17th April 2018
Cautious optimism for construction as we move into Q2
It can be confusing getting one’s head around official construction statistics in the UK. One month there are severe declines in output then several months later the data is revised to show growth rather than contraction. The media pick up on the first headline and so the narrative is set. However, the nature of construction statistics collection, taken through a monthly business survey, means that many respondents do not return their forms within the deadline. Therefore the initial estimates of monthly construction output can have as low as 40% response rate. It is then always necessary to treat the initial estimates with a large degree of caution. Analysing the historical revisions to data over the past five years shows an average upward revision to the initial estimate of monthly growth of around 0.9 percentage points. So any slight contraction in the monthly figures is always worth treating with scepticism.
The latest ONS figures show that the construction industry declined by 1.6% in February compared to January and this follows on from a 3.1% decline in January.
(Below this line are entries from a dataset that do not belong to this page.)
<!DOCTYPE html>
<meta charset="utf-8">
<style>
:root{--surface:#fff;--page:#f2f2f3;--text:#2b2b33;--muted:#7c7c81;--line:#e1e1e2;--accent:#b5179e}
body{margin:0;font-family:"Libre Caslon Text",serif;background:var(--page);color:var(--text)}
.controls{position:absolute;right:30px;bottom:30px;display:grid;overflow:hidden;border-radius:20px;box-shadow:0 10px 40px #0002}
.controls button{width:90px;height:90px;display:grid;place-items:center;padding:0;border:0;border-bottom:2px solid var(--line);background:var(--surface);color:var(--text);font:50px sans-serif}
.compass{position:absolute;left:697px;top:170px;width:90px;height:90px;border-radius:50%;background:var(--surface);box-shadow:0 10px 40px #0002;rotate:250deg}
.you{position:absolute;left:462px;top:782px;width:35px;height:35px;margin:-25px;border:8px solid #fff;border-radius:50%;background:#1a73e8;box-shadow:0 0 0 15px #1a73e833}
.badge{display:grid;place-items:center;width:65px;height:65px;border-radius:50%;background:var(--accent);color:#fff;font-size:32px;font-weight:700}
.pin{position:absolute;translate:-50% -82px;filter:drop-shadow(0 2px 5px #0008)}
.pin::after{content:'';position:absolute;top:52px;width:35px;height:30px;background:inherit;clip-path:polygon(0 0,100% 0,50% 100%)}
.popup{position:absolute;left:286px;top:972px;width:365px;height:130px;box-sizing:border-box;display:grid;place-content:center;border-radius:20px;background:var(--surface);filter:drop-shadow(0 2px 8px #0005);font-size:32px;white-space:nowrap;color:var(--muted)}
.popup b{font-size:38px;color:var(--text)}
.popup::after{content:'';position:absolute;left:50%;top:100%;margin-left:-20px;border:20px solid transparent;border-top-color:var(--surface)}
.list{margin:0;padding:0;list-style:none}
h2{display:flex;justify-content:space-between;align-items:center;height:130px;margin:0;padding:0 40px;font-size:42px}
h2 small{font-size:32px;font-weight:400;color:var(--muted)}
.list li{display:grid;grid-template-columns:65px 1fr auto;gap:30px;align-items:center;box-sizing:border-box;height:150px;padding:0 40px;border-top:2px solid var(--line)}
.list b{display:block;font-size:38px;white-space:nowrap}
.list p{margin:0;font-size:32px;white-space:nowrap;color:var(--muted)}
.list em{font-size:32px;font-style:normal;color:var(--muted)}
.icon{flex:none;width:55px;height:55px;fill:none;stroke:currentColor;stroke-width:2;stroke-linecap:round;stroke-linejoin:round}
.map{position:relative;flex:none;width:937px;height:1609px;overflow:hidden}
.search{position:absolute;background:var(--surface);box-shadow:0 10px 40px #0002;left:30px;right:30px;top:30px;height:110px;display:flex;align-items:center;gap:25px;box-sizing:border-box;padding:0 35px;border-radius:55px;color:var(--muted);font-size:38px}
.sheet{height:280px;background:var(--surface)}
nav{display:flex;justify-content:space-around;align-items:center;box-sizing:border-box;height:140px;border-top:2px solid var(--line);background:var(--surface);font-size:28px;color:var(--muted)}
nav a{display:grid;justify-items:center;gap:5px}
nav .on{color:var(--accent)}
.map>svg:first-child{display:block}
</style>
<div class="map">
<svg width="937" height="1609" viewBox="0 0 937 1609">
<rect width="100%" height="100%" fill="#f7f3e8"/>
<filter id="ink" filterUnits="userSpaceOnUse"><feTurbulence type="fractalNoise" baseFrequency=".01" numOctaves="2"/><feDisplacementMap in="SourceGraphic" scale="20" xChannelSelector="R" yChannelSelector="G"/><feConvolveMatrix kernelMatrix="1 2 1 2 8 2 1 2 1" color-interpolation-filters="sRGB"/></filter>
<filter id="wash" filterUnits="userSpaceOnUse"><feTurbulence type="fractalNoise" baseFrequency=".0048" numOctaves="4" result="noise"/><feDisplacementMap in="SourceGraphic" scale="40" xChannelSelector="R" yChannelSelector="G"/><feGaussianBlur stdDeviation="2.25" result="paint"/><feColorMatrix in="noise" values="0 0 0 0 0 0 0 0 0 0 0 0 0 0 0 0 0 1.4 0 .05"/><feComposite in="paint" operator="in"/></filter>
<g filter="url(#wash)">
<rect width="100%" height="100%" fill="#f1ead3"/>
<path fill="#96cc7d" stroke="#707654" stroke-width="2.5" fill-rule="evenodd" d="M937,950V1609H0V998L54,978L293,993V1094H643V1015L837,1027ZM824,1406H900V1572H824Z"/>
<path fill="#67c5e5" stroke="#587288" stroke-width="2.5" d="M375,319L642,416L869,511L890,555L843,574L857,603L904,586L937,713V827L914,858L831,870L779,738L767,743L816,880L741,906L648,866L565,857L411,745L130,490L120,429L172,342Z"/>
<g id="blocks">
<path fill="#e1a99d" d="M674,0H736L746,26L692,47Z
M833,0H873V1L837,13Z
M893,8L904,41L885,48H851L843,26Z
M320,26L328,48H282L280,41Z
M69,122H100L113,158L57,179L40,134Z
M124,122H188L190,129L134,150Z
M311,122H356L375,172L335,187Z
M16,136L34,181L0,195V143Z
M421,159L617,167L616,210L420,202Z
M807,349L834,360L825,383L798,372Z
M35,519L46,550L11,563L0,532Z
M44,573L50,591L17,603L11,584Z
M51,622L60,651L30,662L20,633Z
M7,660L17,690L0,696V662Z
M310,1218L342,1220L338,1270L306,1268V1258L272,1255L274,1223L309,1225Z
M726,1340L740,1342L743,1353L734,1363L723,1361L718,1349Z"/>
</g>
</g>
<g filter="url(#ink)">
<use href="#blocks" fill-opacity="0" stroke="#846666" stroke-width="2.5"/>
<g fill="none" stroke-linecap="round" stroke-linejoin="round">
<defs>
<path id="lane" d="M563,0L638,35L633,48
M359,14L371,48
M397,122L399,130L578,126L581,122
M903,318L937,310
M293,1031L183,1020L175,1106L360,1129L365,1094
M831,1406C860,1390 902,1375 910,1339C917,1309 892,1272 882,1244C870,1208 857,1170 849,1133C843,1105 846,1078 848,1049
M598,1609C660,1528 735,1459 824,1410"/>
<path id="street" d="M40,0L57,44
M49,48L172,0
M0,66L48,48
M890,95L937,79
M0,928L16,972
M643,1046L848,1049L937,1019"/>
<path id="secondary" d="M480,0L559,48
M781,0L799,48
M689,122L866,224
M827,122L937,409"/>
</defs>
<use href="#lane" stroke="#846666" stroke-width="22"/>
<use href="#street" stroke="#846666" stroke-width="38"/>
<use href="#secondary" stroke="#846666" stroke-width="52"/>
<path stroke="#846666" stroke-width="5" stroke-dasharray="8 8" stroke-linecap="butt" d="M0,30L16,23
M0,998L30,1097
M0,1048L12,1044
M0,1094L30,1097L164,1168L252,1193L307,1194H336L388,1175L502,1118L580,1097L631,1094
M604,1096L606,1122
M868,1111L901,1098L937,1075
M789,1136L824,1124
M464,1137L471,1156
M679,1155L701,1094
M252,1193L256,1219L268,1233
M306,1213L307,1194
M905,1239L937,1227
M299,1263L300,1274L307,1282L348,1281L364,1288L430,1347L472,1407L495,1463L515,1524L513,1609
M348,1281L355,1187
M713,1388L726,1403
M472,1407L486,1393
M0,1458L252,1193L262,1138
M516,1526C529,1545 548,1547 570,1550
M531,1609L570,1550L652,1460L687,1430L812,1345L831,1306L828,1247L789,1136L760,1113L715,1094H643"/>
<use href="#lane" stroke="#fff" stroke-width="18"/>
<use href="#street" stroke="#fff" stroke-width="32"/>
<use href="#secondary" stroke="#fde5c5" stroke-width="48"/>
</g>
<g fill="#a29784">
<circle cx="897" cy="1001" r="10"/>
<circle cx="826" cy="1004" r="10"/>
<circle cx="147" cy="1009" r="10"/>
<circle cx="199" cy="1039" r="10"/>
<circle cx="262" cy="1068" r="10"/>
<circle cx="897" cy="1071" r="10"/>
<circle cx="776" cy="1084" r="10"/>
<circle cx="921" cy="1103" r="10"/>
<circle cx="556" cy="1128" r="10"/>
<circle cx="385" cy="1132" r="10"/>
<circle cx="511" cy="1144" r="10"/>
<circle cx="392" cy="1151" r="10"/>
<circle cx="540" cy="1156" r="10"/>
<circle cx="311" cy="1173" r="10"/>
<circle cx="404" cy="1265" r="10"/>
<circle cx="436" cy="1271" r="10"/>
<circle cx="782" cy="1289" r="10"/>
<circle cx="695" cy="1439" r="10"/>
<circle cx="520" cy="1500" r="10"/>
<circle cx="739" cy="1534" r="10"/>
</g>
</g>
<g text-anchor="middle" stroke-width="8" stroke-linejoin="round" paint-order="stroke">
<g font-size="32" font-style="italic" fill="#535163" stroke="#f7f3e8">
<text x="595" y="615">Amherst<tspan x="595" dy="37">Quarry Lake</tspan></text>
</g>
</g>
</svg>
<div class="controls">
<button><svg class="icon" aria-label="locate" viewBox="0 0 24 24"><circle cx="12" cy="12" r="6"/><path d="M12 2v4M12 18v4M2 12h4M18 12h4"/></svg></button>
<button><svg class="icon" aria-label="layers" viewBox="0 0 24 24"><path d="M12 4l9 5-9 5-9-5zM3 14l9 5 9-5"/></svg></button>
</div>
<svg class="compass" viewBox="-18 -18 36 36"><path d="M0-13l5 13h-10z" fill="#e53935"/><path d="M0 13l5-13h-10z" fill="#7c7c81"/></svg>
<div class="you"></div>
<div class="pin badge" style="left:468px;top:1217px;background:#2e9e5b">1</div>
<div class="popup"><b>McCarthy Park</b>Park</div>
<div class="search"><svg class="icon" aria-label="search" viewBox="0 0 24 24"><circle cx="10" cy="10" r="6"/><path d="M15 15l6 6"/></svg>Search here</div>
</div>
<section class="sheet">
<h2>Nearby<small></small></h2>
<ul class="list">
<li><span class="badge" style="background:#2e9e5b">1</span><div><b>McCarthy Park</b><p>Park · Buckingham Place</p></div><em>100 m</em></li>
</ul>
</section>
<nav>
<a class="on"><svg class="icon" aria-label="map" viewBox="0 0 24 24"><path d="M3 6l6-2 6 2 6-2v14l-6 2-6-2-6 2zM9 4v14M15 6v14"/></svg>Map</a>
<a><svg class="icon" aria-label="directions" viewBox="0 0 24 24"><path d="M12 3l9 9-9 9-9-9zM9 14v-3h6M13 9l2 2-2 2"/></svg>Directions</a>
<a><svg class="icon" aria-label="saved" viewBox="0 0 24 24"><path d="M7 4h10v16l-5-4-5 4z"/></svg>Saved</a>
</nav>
Therefore, given the pattern of recent revisions, it is safe to conclude that the industry has declined in the first two months of this year. It is likely that the construction industry will thus prove a drag on the GDP figures for the first quarter of the year when those figures are revealed later this month. This is exacerbated by the weaker sentiment data for both manufacturing and the services sector suggesting that overall economic growth will slow. Over the last few years, the UK economy has underperformed in the first quarter with growth of 0.3% in Q1 2017, 0.2% in Q1 2016 and 0.3% in 2015 Q1. It will not be surprising if the growth figures for Q1 2018 are similar, or perhaps even lower.
Looking ahead the outlook for the UK economy is not without its challenges in 2018. The first quarter is looking weak but this has been the case in the last few years. The economy has proved resilient as the year has progressed in recent times so there is a cause for optimism in that fact. However, the UK was also the only G7 economy that saw a decline in its growth rate in 2017 so the momentum is easing. Construction is unlikely to positively impact the overall picture in Q1 and needs a pick-up in commercial activity to improve its performance. With such uncertainty surrounding the UK economy at the moment, there will be big challenges ahead in 2018.